Old woman: “You are from the old country, I guess, or you would know how to make milk-emptyings. Now, I always prefer bran-emptyings. They make the best bread. The milk, I opine, gives it a sourish taste, and the bran is the least trouble.”
Tom: “Then let us have the bran, by all means. How do you make it?”
Old woman: “I put a double handful of bran into a small pot, or kettle, but a jug will do, and a teaspoonful of salt; but mind you don’t kill it with salt, for if you do, it won’t rise. I then add as much warm water, at blood-heat, as will mix it into a stiff batter. I then put the jug into a pan of warm water, and set it on the hearth near the fire, and keep it at the same heat until it rises, which it generally will do, if you attend to it, in two or three hours’ time. When the bran cracks at the top, and you see white bubbles rising through it, you may strain it into your flour, and lay your bread. It makes good bread.”
Tom: “My good woman, I am greatly obliged to you. We have no bran; can you give me a small quantity?”
Old woman: “I never give anything. You Englishers, who come out with stacks of money, can afford to buy.”
Tom: “Sell me a small quantity.”
Old woman: “I guess I will.” (Edging quite close, and fixing her sharp eyes on him.) “You must be very rich to buy bran.”
Tom (quizzically): “Oh, very rich.”
Old woman: “How do you get your money?”
Tom (sarcastically): “I don’t steal it.”
Old woman: “Pr’aps not. I guess you’ll soon let others do that for you, if you don’t take care. Are the people you live with related to you?”

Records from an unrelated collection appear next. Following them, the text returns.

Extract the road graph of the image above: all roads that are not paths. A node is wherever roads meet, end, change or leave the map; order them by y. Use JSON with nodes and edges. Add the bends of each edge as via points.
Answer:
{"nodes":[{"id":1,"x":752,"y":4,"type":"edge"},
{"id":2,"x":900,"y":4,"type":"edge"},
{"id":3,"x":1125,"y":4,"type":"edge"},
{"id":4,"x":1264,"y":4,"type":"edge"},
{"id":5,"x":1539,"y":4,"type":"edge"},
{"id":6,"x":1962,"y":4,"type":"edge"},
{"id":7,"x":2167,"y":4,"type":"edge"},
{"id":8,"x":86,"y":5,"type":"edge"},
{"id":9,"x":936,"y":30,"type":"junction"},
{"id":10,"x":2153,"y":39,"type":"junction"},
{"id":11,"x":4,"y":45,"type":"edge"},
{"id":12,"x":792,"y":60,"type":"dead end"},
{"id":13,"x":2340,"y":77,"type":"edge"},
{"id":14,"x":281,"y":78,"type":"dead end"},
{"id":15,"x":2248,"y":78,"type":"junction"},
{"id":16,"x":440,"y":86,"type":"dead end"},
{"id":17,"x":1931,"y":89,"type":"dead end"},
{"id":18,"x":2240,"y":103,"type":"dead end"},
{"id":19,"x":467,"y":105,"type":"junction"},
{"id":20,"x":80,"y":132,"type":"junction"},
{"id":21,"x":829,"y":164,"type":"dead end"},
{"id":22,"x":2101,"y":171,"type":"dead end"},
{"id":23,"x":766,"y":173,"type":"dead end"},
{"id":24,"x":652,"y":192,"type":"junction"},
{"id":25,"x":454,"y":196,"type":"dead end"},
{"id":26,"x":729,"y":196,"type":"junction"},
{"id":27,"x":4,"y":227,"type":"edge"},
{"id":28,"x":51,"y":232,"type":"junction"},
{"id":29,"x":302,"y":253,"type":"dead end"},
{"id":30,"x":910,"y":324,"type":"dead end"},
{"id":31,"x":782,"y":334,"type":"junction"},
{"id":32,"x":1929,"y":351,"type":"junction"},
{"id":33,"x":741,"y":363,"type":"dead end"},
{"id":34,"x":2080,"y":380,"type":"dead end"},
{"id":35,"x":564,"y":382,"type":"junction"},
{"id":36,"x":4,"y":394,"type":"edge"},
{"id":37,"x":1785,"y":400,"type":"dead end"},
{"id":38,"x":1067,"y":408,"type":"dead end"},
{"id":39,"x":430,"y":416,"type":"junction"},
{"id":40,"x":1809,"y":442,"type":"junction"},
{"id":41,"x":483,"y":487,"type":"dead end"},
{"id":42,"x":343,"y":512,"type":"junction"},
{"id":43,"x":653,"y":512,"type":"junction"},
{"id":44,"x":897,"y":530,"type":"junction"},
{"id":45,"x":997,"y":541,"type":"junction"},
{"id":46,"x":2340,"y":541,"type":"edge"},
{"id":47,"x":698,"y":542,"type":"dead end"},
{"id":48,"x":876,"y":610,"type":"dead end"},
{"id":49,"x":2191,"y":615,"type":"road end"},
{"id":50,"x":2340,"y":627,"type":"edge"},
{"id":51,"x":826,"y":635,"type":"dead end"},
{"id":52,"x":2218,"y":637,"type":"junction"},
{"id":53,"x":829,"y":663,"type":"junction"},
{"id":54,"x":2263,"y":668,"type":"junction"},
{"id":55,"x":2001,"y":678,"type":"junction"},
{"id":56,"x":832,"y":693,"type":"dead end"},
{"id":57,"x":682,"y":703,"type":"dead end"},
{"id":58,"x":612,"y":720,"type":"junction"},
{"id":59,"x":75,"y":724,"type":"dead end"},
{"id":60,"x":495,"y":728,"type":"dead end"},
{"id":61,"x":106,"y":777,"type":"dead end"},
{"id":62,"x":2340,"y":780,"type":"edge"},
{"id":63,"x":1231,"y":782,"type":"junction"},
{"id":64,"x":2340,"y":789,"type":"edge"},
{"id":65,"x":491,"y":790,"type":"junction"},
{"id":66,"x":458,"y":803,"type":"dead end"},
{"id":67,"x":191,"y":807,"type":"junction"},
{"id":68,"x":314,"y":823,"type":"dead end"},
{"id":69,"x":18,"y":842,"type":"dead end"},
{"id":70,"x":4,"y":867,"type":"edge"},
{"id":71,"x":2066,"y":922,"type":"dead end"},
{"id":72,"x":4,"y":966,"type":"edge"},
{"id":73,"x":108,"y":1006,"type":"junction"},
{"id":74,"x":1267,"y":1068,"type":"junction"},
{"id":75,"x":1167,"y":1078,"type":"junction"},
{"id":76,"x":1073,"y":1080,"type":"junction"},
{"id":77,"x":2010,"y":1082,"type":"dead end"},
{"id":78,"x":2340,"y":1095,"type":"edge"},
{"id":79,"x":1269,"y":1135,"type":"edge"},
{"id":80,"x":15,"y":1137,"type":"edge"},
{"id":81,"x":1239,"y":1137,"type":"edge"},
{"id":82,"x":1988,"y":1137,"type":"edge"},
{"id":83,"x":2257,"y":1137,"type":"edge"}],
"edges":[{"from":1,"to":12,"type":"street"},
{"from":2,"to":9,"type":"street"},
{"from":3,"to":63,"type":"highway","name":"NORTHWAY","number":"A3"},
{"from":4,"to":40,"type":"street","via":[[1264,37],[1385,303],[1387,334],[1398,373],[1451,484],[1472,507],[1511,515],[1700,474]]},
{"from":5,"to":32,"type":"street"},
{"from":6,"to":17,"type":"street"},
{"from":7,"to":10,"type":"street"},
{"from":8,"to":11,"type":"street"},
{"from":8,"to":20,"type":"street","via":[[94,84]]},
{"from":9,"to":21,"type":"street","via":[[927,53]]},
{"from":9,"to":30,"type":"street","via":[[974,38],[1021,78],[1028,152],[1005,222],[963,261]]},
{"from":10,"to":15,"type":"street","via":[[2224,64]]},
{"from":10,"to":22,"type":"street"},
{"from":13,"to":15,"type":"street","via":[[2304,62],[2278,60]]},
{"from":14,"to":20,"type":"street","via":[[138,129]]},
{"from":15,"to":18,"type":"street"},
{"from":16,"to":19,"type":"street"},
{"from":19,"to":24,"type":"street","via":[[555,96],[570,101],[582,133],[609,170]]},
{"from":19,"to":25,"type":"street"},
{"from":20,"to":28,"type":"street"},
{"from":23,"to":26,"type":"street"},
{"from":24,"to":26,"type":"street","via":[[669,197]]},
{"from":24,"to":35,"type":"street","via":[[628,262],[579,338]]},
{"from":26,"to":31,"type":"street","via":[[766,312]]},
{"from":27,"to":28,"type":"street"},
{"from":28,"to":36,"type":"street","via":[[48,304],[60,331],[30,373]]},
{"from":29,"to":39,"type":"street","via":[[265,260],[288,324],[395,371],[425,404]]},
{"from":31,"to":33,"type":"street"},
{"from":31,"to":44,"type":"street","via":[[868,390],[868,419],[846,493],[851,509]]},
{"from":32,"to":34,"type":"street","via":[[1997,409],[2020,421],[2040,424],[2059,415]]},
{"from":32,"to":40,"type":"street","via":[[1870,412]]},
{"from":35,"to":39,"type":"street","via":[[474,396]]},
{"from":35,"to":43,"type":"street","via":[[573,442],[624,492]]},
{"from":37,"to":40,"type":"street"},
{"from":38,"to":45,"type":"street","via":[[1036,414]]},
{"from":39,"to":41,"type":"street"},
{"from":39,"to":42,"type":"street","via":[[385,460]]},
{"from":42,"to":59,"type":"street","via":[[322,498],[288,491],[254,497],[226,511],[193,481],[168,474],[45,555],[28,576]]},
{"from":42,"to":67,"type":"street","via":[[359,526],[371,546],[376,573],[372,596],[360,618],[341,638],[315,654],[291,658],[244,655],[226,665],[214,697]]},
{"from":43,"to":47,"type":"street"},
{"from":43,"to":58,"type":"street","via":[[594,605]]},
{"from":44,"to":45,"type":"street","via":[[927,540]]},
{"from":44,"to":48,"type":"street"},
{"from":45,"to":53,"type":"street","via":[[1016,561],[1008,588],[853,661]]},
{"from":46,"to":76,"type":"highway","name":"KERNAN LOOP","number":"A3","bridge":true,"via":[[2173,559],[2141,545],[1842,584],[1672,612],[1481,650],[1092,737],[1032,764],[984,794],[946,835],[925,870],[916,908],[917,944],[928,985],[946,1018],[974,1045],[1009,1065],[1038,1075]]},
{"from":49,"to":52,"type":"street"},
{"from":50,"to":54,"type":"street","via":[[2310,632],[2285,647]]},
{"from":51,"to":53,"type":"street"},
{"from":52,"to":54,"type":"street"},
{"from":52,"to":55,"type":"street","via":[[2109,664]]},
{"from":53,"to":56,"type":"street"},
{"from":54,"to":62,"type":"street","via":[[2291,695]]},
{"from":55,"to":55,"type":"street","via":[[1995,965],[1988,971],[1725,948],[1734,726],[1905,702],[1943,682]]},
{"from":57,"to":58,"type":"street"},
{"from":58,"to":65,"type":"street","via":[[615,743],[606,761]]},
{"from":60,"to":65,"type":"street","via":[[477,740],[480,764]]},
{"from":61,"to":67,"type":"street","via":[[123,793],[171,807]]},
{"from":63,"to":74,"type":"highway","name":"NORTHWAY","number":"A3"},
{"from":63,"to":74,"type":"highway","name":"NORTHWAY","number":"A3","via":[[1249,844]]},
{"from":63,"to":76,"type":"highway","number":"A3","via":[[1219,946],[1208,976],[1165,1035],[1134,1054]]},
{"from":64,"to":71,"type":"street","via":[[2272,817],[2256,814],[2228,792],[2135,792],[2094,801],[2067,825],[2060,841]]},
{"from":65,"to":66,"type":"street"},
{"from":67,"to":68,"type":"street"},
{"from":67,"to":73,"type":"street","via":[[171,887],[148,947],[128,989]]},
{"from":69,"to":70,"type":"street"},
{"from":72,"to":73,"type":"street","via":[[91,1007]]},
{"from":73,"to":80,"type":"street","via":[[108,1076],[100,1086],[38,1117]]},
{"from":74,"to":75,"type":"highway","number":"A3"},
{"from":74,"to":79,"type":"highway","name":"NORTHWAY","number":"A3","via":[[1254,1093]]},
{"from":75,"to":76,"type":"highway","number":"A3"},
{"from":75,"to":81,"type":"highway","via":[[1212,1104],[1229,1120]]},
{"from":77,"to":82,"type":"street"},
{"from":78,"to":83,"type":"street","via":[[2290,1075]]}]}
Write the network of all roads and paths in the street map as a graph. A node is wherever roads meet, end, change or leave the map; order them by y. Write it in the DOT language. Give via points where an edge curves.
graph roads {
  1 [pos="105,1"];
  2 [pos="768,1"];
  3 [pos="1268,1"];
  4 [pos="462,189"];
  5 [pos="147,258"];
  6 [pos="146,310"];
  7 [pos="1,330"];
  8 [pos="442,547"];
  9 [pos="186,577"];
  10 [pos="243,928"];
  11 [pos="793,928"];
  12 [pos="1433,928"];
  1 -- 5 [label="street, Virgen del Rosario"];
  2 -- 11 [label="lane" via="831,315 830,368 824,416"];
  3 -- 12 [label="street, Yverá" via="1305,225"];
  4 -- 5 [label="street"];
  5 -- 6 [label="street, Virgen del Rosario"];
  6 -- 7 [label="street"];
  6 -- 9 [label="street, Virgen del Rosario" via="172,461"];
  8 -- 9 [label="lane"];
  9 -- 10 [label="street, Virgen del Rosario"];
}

Tom (hardly able to keep his gravity): “On Eve’s side. They are my friends.”
Old woman (in surprise): “And do they keep you for nothing, or do you work for your meat?”
Tom (impatiently): “Is that bran ready?” (The old woman goes to the binn, and measures out a quart of bran.) “What am I to pay you?”
Old woman: “A York shilling.”
Tom (wishing to test her honesty): “Is there any difference between a York shilling and a shilling of British currency?”
Old woman (evasively): “I guess not. Is there not a place in England called York?” (Looking up and leering knowingly in his face.)
Tom (laughing): “You are not going to come York over me in that way, or Yankee either. There is threepence for your pound of bran; you are enormously paid.”
Old woman (calling after him): “But the recipe; do you allow nothing for the recipe?”
Tom: “It is included in the price of the bran.”
“And so,” said he, “I came laughing away, rejoicing in my sleeve that I had disappointed the avaricious old cheat.”